DATA Start Marker
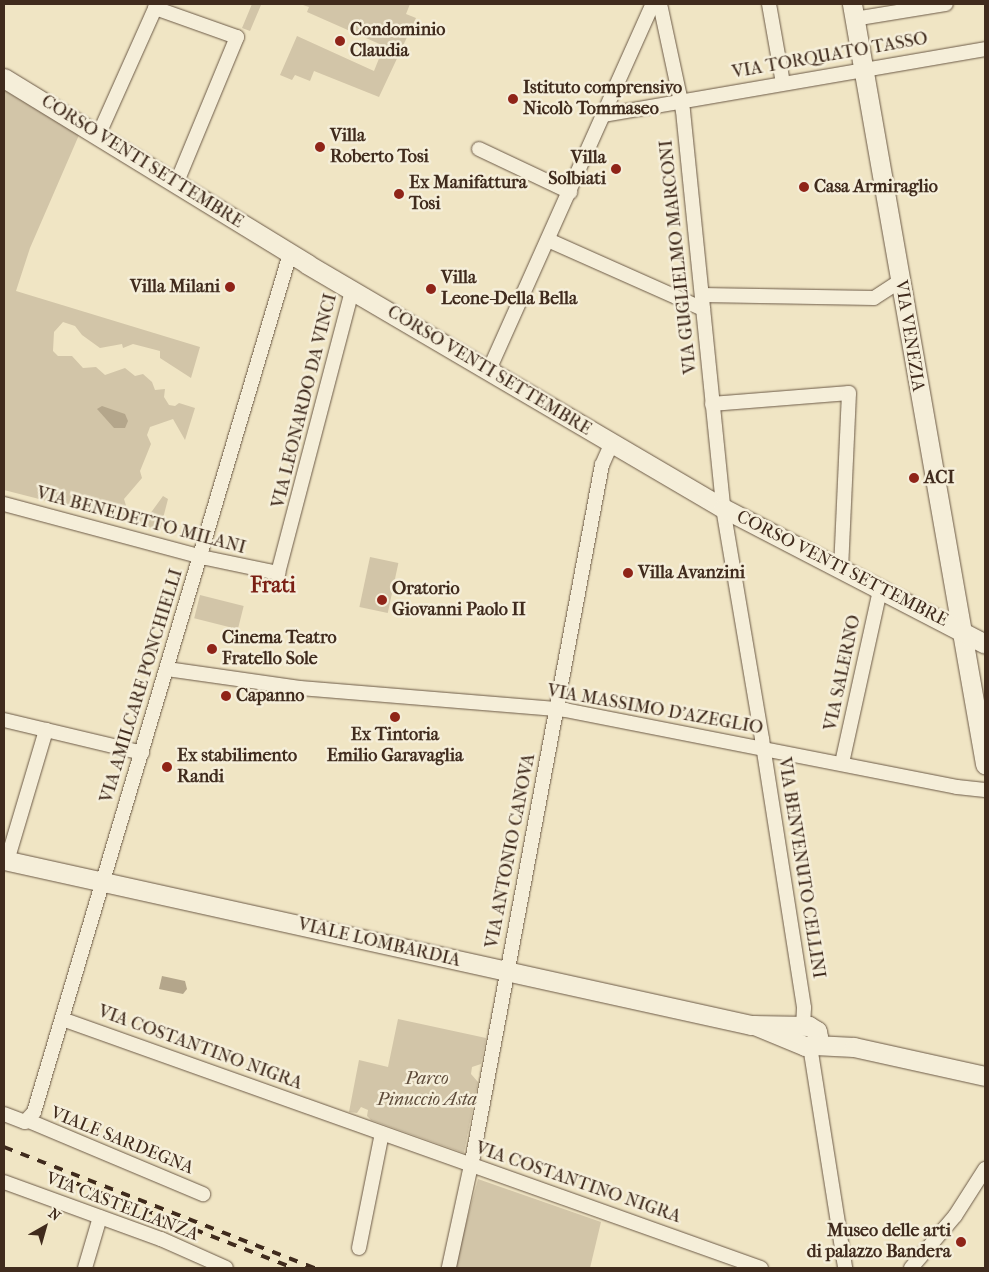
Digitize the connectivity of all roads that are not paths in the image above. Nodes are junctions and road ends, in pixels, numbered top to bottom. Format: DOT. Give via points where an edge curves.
graph roads {
  1 [pos="653,4"];
  2 [pos="660,4"];
  3 [pos="769,4"];
  4 [pos="946,4"];
  5 [pos="156,6"];
  6 [pos="853,11"];
  7 [pos="646,21"];
  8 [pos="669,40"];
  9 [pos="985,49"];
  10 [pos="863,70"];
  11 [pos="4,78"];
  12 [pos="783,83"];
  13 [pos="681,102"];
  14 [pos="604,115"];
  15 [pos="98,136"];
  16 [pos="479,149"];
  17 [pos="176,184"];
  18 [pos="570,192"];
  19 [pos="548,240"];
  20 [pos="290,254"];
  21 [pos="900,281"];
  22 [pos="352,290"];
  23 [pos="703,302"];
  24 [pos="489,370"];
  25 [pos="712,404"];
  26 [pos="612,443"];
  27 [pos="4,504"];
  28 [pos="723,508"];
  29 [pos="200,555"];
  30 [pos="841,569"];
  31 [pos="270,573"];
  32 [pos="880,590"];
  33 [pos="962,632"];
  34 [pos="985,644"];
  35 [pos="167,669"];
  36 [pos="557,709"];
  37 [pos="4,720"];
  38 [pos="46,730"];
  39 [pos="764,748"];
  40 [pos="142,753"];
  41 [pos="842,763"];
  42 [pos="985,764"];
  43 [pos="985,790"];
  44 [pos="5,860"];
  45 [pos="103,882"];
  46 [pos="507,971"];
  47 [pos="62,1019"];
  48 [pos="808,1036"];
  49 [pos="985,1076"];
  50 [pos="4,1114"];
  51 [pos="26,1121"];
  52 [pos="382,1133"];
  53 [pos="471,1166"];
  54 [pos="985,1169"];
  55 [pos="4,1182"];
  56 [pos="203,1194"];
  57 [pos="100,1216"];
  58 [pos="359,1248"];
  59 [pos="449,1267"];
  60 [pos="85,1268"];
  61 [pos="226,1268"];
  62 [pos="761,1268"];
  63 [pos="845,1268"];
  64 [pos="911,1268"];
  1 -- 7 [label="street"];
  2 -- 8 [label="street, VIA GUGLIELMO MARCONI"];
  3 -- 12 [label="street"];
  4 -- 6 [label="street"];
  5 -- 15 [label="street"];
  5 -- 17 [label="street" via="237,37"];
  6 -- 10 [label="street, VIA VENEZIA"];
  7 -- 8 [label="street" via="659,24"];
  7 -- 14 [label="street"];
  8 -- 13 [label="street, VIA GUGLIELMO MARCONI"];
  9 -- 10 [label="street, VIA TORQUATO TASSO"];
  10 -- 12 [label="street, VIA TORQUATO TASSO"];
  10 -- 21 [label="street, VIA VENEZIA"];
  11 -- 15 [label="street, CORSO VENTI SETTEMBRE"];
  12 -- 13 [label="street, VIA TORQUATO TASSO"];
  13 -- 14 [label="street, VIA TORQUATO TASSO"];
  13 -- 23 [label="street, VIA GUGLIELMO MARCONI"];
  14 -- 18 [label="street"];
  15 -- 17 [label="street, CORSO VENTI SETTEMBRE"];
  16 -- 18 [label="street"];
  17 -- 20 [label="street, CORSO VENTI SETTEMBRE"];
  18 -- 19 [label="street"];
  19 -- 23 [label="street"];
  19 -- 24 [label="street"];
  20 -- 22 [label="street, CORSO VENTI SETTEMBRE"];
  20 -- 29 [label="street, VIA AMILCARE PONCHIELLI"];
  21 -- 23 [label="street" via="874,298"];
  21 -- 33 [label="street, VIA VENEZIA"];
  22 -- 24 [label="street, CORSO VENTI SETTEMBRE"];
  22 -- 31 [label="street, VIA LEONARDO DA VINCI" via="281,569"];
  23 -- 25 [label="street, VIA GUGLIELMO MARCONI"];
  24 -- 26 [label="street, CORSO VENTI SETTEMBRE"];
  25 -- 28 [label="street, VIA GUGLIELMO MARCONI"];
  25 -- 30 [label="street" via="849,393"];
  26 -- 28 [label="street, CORSO VENTI SETTEMBRE"];
  26 -- 36 [label="street, VIA ANTONIO CANOVA" via="602,465"];
  27 -- 29 [label="street, VIA BENEDETTO MILANI"];
  28 -- 30 [label="street, CORSO VENTI SETTEMBRE"];
  28 -- 39 [label="street, VIA BENVENUTO CELLINI"];
  29 -- 31 [label="street, VIA BENEDETTO MILANI"];
  29 -- 35 [label="street, VIA AMILCARE PONCHIELLI"];
  30 -- 32 [label="street, CORSO VENTI SETTEMBRE"];
  32 -- 33 [label="street, CORSO VENTI SETTEMBRE"];
  32 -- 41 [label="street, VIA SALERNO"];
  33 -- 34 [label="street, CORSO VENTI SETTEMBRE"];
  33 -- 42 [label="street, VIA VENEZIA"];
  35 -- 36 [label="street, VIA MASSIMO D'AZEGLIO" via="300,688"];
  35 -- 40 [label="street, VIA AMILCARE PONCHIELLI"];
  36 -- 39 [label="street, VIA MASSIMO D'AZEGLIO"];
  36 -- 46 [label="street, VIA ANTONIO CANOVA"];
  37 -- 38 [label="street"];
  38 -- 40 [label="street"];
  38 -- 44 [label="street"];
  39 -- 41 [label="street, VIA MASSIMO D'AZEGLIO"];
  39 -- 48 [label="street, VIA BENVENUTO CELLINI"];
  40 -- 45 [label="street, VIA AMILCARE PONCHIELLI"];
  41 -- 43 [label="street, VIA MASSIMO D'AZEGLIO"];
  44 -- 45 [label="street, VIALE LOMBARDIA"];
  45 -- 46 [label="street, VIALE LOMBARDIA"];
  45 -- 47 [label="street, VIA AMILCARE PONCHIELLI"];
  46 -- 48 [label="street, VIALE LOMBARDIA"];
  46 -- 53 [label="street, VIA ANTONIO CANOVA"];
  47 -- 51 [label="street, VIA AMILCARE PONCHIELLI"];
  47 -- 52 [label="street, VIA COSTANTINO NIGRA"];
  48 -- 49 [label="street, VIALE LOMBARDIA"];
  48 -- 63 [label="street, VIA BENVENUTO CELLINI"];
  50 -- 51 [label="street, VIALE SARDEGNA"];
  51 -- 56 [label="street, VIALE SARDEGNA"];
  52 -- 53 [label="street, VIA COSTANTINO NIGRA"];
  52 -- 58 [label="street"];
  53 -- 59 [label="street, VIA ANTONIO CANOVA"];
  53 -- 62 [label="street, VIA COSTANTINO NIGRA"];
  54 -- 64 [label="street" via="955,1216"];
  55 -- 57 [label="street, VIA CASTELLANZA"];
  57 -- 60 [label="street"];
  57 -- 61 [label="street, VIA CASTELLANZA"];
}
DATA End Marker
PROBLEM STATEMENT —
Copy each entry exactly as written. Pictures do not belong in the copy.

YOUR RESPONSE —
Digitize the connectivity of all roads that are not paths in the image above. Nodes are junctions and road ends, in pixels, numbered top to bottom. Format: DOT. Give via points where an edge curves.
graph roads {
  1 [pos="653,4"];
  2 [pos="660,4"];
  3 [pos="769,4"];
  4 [pos="946,4"];
  5 [pos="156,6"];
  6 [pos="853,11"];
  7 [pos="646,21"];
  8 [pos="669,40"];
  9 [pos="985,49"];
  10 [pos="863,70"];
  11 [pos="4,78"];
  12 [pos="783,83"];
  13 [pos="681,102"];
  14 [pos="604,115"];
  15 [pos="98,136"];
  16 [pos="479,149"];
  17 [pos="176,184"];
  18 [pos="570,192"];
  19 [pos="548,240"];
  20 [pos="290,254"];
  21 [pos="900,281"];
  22 [pos="352,290"];
  23 [pos="703,302"];
  24 [pos="489,370"];
  25 [pos="712,404"];
  26 [pos="612,443"];
  27 [pos="4,504"];
  28 [pos="723,508"];
  29 [pos="200,555"];
  30 [pos="841,569"];
  31 [pos="270,573"];
  32 [pos="880,590"];
  33 [pos="962,632"];
  34 [pos="985,644"];
  35 [pos="167,669"];
  36 [pos="557,709"];
  37 [pos="4,720"];
  38 [pos="46,730"];
  39 [pos="764,748"];
  40 [pos="142,753"];
  41 [pos="842,763"];
  42 [pos="985,764"];
  43 [pos="985,790"];
  44 [pos="5,860"];
  45 [pos="103,882"];
  46 [pos="507,971"];
  47 [pos="62,1019"];
  48 [pos="808,1036"];
  49 [pos="985,1076"];
  50 [pos="4,1114"];
  51 [pos="26,1121"];
  52 [pos="382,1133"];
  53 [pos="471,1166"];
  54 [pos="985,1169"];
  55 [pos="4,1182"];
  56 [pos="203,1194"];
  57 [pos="100,1216"];
  58 [pos="359,1248"];
  59 [pos="449,1267"];
  60 [pos="85,1268"];
  61 [pos="226,1268"];
  62 [pos="761,1268"];
  63 [pos="845,1268"];
  64 [pos="911,1268"];
  1 -- 7 [label="street"];
  2 -- 8 [label="street, VIA GUGLIELMO MARCONI"];
  3 -- 12 [label="street"];
  4 -- 6 [label="street"];
  5 -- 15 [label="street"];
  5 -- 17 [label="street" via="237,37"];
  6 -- 10 [label="street, VIA VENEZIA"];
  7 -- 8 [label="street" via="659,24"];
  7 -- 14 [label="street"];
  8 -- 13 [label="street, VIA GUGLIELMO MARCONI"];
  9 -- 10 [label="street, VIA TORQUATO TASSO"];
  10 -- 12 [label="street, VIA TORQUATO TASSO"];
  10 -- 21 [label="street, VIA VENEZIA"];
  11 -- 15 [label="street, CORSO VENTI SETTEMBRE"];
  12 -- 13 [label="street, VIA TORQUATO TASSO"];
  13 -- 14 [label="street, VIA TORQUATO TASSO"];
  13 -- 23 [label="street, VIA GUGLIELMO MARCONI"];
  14 -- 18 [label="street"];
  15 -- 17 [label="street, CORSO VENTI SETTEMBRE"];
  16 -- 18 [label="street"];
  17 -- 20 [label="street, CORSO VENTI SETTEMBRE"];
  18 -- 19 [label="street"];
  19 -- 23 [label="street"];
  19 -- 24 [label="street"];
  20 -- 22 [label="street, CORSO VENTI SETTEMBRE"];
  20 -- 29 [label="street, VIA AMILCARE PONCHIELLI"];
  21 -- 23 [label="street" via="874,298"];
  21 -- 33 [label="street, VIA VENEZIA"];
  22 -- 24 [label="street, CORSO VENTI SETTEMBRE"];
  22 -- 31 [label="street, VIA LEONARDO DA VINCI" via="281,569"];
  23 -- 25 [label="street, VIA GUGLIELMO MARCONI"];
  24 -- 26 [label="street, CORSO VENTI SETTEMBRE"];
  25 -- 28 [label="street, VIA GUGLIELMO MARCONI"];
  25 -- 30 [label="street" via="849,393"];
  26 -- 28 [label="street, CORSO VENTI SETTEMBRE"];
  26 -- 36 [label="street, VIA ANTONIO CANOVA" via="602,465"];
  27 -- 29 [label="street, VIA BENEDETTO MILANI"];
  28 -- 30 [label="street, CORSO VENTI SETTEMBRE"];
  28 -- 39 [label="street, VIA BENVENUTO CELLINI"];
  29 -- 31 [label="street, VIA BENEDETTO MILANI"];
  29 -- 35 [label="street, VIA AMILCARE PONCHIELLI"];
  30 -- 32 [label="street, CORSO VENTI SETTEMBRE"];
  32 -- 33 [label="street, CORSO VENTI SETTEMBRE"];
  32 -- 41 [label="street, VIA SALERNO"];
  33 -- 34 [label="street, CORSO VENTI SETTEMBRE"];
  33 -- 42 [label="street, VIA VENEZIA"];
  35 -- 36 [label="street, VIA MASSIMO D'AZEGLIO" via="300,688"];
  35 -- 40 [label="street, VIA AMILCARE PONCHIELLI"];
  36 -- 39 [label="street, VIA MASSIMO D'AZEGLIO"];
  36 -- 46 [label="street, VIA ANTONIO CANOVA"];
  37 -- 38 [label="street"];
  38 -- 40 [label="street"];
  38 -- 44 [label="street"];
  39 -- 41 [label="street, VIA MASSIMO D'AZEGLIO"];
  39 -- 48 [label="street, VIA BENVENUTO CELLINI"];
  40 -- 45 [label="street, VIA AMILCARE PONCHIELLI"];
  41 -- 43 [label="street, VIA MASSIMO D'AZEGLIO"];
  44 -- 45 [label="street, VIALE LOMBARDIA"];
  45 -- 46 [label="street, VIALE LOMBARDIA"];
  45 -- 47 [label="street, VIA AMILCARE PONCHIELLI"];
  46 -- 48 [label="street, VIALE LOMBARDIA"];
  46 -- 53 [label="street, VIA ANTONIO CANOVA"];
  47 -- 51 [label="street, VIA AMILCARE PONCHIELLI"];
  47 -- 52 [label="street, VIA COSTANTINO NIGRA"];
  48 -- 49 [label="street, VIALE LOMBARDIA"];
  48 -- 63 [label="street, VIA BENVENUTO CELLINI"];
  50 -- 51 [label="street, VIALE SARDEGNA"];
  51 -- 56 [label="street, VIALE SARDEGNA"];
  52 -- 53 [label="street, VIA COSTANTINO NIGRA"];
  52 -- 58 [label="street"];
  53 -- 59 [label="street, VIA ANTONIO CANOVA"];
  53 -- 62 [label="street, VIA COSTANTINO NIGRA"];
  54 -- 64 [label="street" via="955,1216"];
  55 -- 57 [label="street, VIA CASTELLANZA"];
  57 -- 60 [label="street"];
  57 -- 61 [label="street, VIA CASTELLANZA"];
}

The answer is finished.